**Problem requirements:** Only the lines with "every" in the entries below belong in the answer; please copy them.

[Dataset entries]
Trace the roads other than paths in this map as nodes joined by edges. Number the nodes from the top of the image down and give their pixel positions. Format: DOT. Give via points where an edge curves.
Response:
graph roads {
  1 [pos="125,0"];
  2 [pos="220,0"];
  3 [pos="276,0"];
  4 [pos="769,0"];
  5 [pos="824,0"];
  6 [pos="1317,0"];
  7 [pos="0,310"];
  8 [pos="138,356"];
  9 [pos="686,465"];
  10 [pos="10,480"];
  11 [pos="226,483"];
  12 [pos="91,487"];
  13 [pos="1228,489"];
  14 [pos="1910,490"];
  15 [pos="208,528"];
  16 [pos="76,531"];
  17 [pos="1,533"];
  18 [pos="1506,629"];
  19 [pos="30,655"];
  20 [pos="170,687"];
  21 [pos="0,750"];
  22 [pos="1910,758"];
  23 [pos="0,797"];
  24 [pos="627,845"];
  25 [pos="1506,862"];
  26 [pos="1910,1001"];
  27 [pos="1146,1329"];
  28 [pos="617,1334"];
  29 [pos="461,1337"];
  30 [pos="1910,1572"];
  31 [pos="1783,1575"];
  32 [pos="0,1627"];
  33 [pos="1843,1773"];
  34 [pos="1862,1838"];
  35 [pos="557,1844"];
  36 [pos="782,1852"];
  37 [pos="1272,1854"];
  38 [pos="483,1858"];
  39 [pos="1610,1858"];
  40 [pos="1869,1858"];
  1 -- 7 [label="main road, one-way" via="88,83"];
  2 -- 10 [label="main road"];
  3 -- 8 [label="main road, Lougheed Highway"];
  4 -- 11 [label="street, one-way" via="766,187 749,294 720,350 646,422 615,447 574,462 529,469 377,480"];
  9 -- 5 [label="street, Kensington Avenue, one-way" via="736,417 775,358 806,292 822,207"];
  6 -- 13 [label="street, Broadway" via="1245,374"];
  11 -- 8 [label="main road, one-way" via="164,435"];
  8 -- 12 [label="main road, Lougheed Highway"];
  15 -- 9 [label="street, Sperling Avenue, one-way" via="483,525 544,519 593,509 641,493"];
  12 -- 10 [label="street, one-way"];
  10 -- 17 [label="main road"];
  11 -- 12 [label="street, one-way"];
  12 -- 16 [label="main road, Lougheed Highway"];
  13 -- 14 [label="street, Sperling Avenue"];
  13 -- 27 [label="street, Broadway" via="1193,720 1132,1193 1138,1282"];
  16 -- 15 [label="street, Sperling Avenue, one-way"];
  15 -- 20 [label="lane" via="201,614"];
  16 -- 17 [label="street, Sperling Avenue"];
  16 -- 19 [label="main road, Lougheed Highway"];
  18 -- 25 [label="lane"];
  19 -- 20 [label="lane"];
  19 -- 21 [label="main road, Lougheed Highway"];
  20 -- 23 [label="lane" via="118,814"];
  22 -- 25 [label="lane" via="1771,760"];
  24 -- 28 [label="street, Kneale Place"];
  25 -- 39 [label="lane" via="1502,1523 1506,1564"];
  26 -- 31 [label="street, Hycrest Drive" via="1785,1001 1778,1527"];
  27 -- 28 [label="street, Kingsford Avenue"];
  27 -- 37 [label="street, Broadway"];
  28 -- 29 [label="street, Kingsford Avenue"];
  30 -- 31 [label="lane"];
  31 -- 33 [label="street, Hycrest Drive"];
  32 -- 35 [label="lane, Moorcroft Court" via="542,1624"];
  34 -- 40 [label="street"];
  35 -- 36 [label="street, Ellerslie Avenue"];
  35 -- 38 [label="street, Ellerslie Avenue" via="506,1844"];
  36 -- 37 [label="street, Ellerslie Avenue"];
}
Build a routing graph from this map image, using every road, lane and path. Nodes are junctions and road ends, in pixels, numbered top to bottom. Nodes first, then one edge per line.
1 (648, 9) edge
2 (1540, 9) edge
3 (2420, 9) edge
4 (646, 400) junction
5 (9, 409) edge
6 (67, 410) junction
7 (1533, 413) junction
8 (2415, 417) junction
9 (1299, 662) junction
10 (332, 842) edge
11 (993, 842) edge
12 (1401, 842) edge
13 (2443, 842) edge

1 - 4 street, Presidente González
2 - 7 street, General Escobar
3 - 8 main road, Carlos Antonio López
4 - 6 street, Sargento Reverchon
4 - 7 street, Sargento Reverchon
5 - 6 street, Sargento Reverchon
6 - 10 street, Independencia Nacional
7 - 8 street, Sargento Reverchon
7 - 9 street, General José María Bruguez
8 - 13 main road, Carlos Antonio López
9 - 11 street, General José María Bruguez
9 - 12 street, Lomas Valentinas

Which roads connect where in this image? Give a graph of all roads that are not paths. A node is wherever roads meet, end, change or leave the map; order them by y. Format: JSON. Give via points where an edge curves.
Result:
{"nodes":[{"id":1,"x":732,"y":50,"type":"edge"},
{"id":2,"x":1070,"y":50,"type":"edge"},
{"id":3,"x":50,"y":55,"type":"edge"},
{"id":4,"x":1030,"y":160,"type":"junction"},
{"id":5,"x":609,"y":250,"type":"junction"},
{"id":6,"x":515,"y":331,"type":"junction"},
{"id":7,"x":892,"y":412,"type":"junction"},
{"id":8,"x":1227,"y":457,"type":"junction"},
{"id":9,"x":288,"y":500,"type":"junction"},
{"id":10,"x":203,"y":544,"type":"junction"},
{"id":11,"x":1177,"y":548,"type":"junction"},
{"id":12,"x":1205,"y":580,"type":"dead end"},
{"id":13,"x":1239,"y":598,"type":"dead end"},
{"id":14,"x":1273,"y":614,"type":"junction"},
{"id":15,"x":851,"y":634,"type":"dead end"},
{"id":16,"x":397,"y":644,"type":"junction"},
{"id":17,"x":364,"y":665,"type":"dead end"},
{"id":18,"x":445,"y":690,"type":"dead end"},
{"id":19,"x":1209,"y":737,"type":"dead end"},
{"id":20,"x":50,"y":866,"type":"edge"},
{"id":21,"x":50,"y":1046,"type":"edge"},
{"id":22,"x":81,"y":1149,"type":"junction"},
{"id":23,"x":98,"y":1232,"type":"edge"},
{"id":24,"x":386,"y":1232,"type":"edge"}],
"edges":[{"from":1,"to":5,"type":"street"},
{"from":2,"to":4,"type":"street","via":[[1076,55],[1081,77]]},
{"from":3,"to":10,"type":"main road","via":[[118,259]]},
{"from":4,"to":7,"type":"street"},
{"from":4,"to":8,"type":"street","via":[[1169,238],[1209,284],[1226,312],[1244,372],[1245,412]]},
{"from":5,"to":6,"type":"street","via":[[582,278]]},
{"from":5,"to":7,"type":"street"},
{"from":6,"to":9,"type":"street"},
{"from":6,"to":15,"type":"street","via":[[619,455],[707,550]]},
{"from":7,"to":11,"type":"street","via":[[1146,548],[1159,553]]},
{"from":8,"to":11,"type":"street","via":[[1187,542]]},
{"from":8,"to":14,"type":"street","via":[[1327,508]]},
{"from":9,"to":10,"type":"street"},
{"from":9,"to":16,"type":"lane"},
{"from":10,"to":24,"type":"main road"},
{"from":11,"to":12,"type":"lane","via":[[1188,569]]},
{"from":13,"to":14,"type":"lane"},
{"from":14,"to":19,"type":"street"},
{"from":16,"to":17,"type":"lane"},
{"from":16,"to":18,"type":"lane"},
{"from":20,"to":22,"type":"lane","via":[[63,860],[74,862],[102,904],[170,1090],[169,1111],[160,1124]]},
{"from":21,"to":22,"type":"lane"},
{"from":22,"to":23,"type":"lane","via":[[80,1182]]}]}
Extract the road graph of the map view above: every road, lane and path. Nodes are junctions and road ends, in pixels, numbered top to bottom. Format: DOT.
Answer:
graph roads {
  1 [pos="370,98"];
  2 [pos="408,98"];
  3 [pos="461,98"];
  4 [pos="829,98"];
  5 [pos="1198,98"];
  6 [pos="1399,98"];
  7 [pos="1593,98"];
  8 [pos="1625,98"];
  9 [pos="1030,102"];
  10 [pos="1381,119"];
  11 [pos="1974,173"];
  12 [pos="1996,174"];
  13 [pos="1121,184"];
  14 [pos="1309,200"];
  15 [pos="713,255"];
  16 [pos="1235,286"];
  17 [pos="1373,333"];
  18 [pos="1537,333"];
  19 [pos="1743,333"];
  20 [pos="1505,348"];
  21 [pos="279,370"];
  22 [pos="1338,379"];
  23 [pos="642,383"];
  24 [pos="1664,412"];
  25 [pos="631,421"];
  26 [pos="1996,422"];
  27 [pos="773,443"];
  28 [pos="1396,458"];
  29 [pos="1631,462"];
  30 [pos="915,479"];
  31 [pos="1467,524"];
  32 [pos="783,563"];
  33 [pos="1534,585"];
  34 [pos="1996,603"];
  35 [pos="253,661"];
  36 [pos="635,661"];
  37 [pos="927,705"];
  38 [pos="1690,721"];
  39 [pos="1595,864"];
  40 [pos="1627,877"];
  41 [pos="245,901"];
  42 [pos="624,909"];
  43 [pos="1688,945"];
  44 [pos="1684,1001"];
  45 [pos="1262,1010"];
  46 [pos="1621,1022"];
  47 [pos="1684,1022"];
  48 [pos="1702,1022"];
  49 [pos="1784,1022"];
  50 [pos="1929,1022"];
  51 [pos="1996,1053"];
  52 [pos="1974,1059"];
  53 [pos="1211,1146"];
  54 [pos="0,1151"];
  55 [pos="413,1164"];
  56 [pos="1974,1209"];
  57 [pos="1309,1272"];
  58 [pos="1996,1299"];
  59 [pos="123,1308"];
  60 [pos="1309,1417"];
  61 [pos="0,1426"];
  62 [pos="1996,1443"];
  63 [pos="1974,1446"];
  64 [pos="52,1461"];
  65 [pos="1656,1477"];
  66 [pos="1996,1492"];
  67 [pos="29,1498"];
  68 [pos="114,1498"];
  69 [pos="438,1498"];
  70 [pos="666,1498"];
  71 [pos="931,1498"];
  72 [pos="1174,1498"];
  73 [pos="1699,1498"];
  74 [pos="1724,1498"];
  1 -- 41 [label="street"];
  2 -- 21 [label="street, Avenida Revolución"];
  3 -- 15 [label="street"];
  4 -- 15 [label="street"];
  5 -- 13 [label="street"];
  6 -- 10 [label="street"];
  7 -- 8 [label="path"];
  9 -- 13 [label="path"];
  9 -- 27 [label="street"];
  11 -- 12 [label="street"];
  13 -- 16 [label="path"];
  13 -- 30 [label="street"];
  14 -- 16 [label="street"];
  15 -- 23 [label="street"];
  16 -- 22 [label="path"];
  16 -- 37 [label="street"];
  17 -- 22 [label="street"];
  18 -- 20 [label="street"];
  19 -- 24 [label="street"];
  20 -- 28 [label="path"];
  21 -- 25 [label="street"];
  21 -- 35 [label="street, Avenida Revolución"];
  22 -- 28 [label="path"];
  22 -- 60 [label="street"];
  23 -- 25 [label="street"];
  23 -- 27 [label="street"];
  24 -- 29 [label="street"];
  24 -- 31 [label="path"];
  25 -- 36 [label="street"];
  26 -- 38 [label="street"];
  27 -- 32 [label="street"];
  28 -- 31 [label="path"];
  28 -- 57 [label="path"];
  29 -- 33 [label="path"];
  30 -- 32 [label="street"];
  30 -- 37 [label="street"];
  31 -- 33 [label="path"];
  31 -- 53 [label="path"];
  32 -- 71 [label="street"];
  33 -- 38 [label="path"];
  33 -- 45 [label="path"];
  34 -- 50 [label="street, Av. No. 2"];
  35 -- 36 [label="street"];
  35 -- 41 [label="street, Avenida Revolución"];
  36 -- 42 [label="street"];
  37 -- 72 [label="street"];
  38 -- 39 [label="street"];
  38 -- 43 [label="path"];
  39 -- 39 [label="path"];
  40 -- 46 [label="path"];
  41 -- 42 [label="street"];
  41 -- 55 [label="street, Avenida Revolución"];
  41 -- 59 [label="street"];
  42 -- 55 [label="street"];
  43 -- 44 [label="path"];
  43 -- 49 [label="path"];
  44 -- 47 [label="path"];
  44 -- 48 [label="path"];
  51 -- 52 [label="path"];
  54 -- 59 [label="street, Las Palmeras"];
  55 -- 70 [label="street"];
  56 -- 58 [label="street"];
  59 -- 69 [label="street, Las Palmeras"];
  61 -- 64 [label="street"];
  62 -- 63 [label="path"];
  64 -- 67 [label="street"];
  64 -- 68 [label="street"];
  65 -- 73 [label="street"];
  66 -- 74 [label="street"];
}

**Answer space:**
Build a routing graph from this map image, using every road, lane and path. Nodes are junctions and road ends, in pixels, numbered top to bottom. Nodes first, then one edge per line.
Extract the road graph of the map view above: every road, lane and path. Nodes are junctions and road ends, in pixels, numbered top to bottom. Format: DOT.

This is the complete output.